2026-04-26 19:14:02 INFO predict req_id=ab7 user=42 latency_ms=183 conf=0.91
Metrics
Numeric measurements aggregated over time. Read on a dashboard.
predict_latency_ms_p95{model="rag-v3"} 412
Alerts
Rules that fire when metrics cross a threshold. Wake someone up.
if accuracy_24h < 0.85 for 30m → page on-call
The pipeline
Application logs
↓
Metrics aggregation (counts, percentiles, distributions)
↓
Alert rules (thresholds + dwell time)
↓
Dashboards / pages (humans get the signal)
One mistake students always make: alerting on raw logs. Logs are for debugging; metrics are for alerting. If your alert can't be expressed as metric > threshold for N minutes, it'll page constantly and get muted.
5 3-Hour Session Schedule
0:00–0:10
Recap & AgendaWeek 30 review · build → operate shift · introduce monitoring concept
0:10–0:30
Core Teaching — Monitoring ArchitectureThree layers · why silent failures matter for ML
0:30–0:55
Breakout 1 — Monitoring AnalysisTeams pick a system (RAG / fraud / recsys / docs); identify metrics, failure signals, alert thresholds → monitoring_framework.md
0:55–1:05
Share-outEach team presents · instructor highlights system-type differences
1:15–1:35
Core Teaching — Logs vs Metrics vs AlertsPipeline walk-through · real-world failures from poor monitoring
1:35–2:00
Lab 1 — Logging ImplementationBuild monitoring/logging_demo.py · simulate predict requests, latency warnings, errors
2:00–2:25
Breakout 2 — Alert DesignDefine accuracy / latency / error-rate alert conditions · update framework doc
2:35–2:55
Lab 2 — Dashboard PlanSketch layout in monitoring_dashboard.md · system health · model metrics · user activity
2:55–3:00
ClosingHow tonight's framework feeds the capstone operations plan
6 Hands-On Labs
Part A — Monitoring Framework
Create week31_ai_system_playbook/monitoring_framework.md. Include for your assigned system:
- Key metrics across the three layers
- Failure indicators (what does broken look like?)

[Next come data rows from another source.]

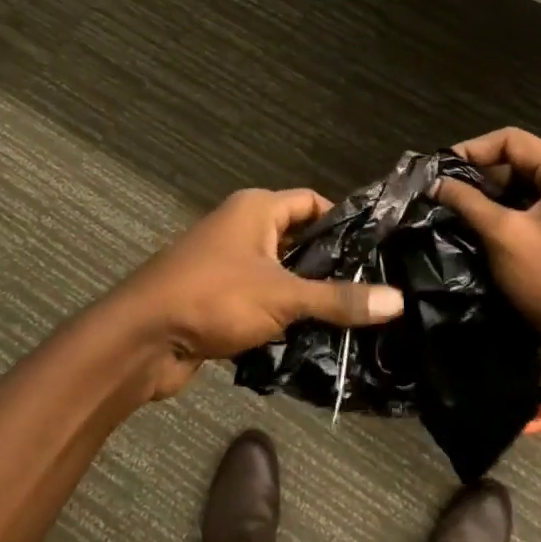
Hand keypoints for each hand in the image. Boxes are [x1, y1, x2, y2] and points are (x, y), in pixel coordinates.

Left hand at [105, 188, 404, 400]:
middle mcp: (242, 228)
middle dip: (330, 265)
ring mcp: (229, 264)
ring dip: (308, 295)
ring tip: (353, 318)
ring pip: (282, 273)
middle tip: (373, 290)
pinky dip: (284, 315)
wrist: (141, 339)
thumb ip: (338, 299)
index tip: (377, 250)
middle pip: (299, 238)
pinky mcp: (220, 299)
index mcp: (256, 208)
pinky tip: (314, 339)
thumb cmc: (213, 297)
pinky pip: (263, 300)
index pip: (311, 202)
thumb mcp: (282, 296)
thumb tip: (398, 301)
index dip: (343, 222)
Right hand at [433, 128, 540, 386]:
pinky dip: (513, 213)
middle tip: (444, 193)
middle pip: (521, 161)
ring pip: (529, 186)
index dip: (471, 150)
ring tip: (458, 210)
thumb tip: (434, 183)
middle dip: (481, 176)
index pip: (511, 141)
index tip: (439, 170)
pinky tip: (485, 228)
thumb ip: (467, 201)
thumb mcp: (503, 236)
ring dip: (494, 196)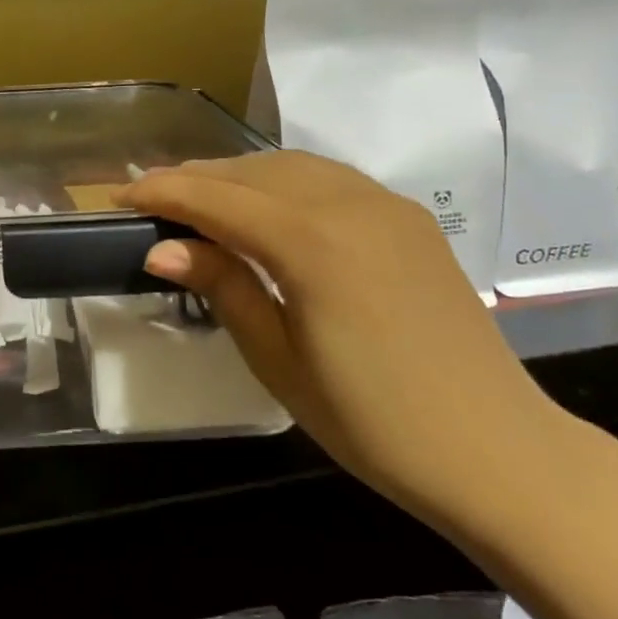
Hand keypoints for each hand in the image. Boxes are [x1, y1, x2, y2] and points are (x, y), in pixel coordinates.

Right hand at [121, 152, 580, 533]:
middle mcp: (348, 204)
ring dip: (236, 176)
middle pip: (250, 172)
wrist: (499, 453)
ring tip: (198, 200)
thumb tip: (162, 246)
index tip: (118, 199)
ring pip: (289, 166)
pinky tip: (266, 207)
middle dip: (193, 179)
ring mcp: (385, 205)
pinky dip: (281, 181)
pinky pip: (328, 178)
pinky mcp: (408, 218)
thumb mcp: (279, 360)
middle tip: (150, 200)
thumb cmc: (374, 423)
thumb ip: (223, 287)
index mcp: (311, 243)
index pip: (216, 199)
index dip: (162, 193)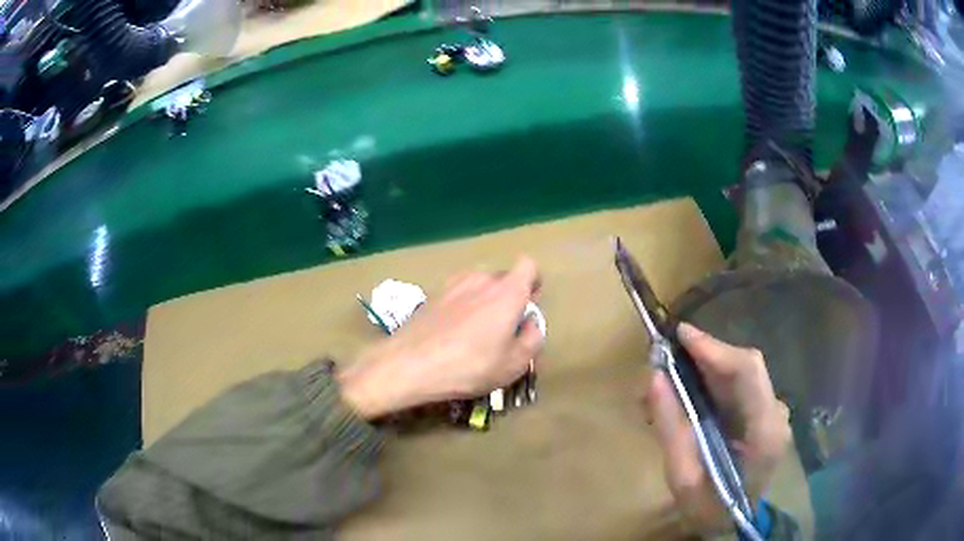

- Alert thresholds with dwell times
Part B — Logging Script
Create monitoring/logging_demo.py. Use Python's stdlib logging — no external deps needed.
import logging, random, time
logging.basicConfig(
level=logging.INFO,
format="%(asctime)s %(levelname)s %(message)s",
)
def predict(req_id):
latency = random.uniform(50, 600)
logging.info(f"predict req_id={req_id} latency_ms={latency:.0f}")
if latency > 500:
logging.warning(f"slow predict req_id={req_id} latency_ms={latency:.0f}")
if random.random() < 0.05:
logging.error(f"model failure req_id={req_id}")
for i in range(20):
predict(f"r{i:03d}")
time.sleep(0.1)
Part C — Dashboard Plan
Create week31_ai_system_playbook/monitoring_dashboard.md. Sketch a one-screen layout with three panels:
- System health — request rate, error rate, latency p50/p95/p99
- Model metrics — accuracy / drift / confidence distribution over the last 24h
- User activity — DAU on the feature, engagement, override / feedback rate
For each panel: which metric, what time window, what threshold turns the panel red.
7 Anti-GenAI Requirement
Section title (required in every team's submission):
"Why these metrics matter for this AI system"
Teams must explain how the chosen metrics tie to system reliability and user impact for their assigned system specifically — not generic monitoring talking points. A reviewer should be able to tell whether the team understands fraud detection vs. RAG without reading the system name.
9 Closing Checklist
Before you leave tonight, every team should have:
week31_ai_system_playbook/monitoring_framework.md
week31_ai_system_playbook/monitoring_dashboard.md
monitoring/logging_demo.py running locally
- The "Why these metrics matter for this AI system" section filled in
These artifacts roll forward into your capstone operations plan once topics drop.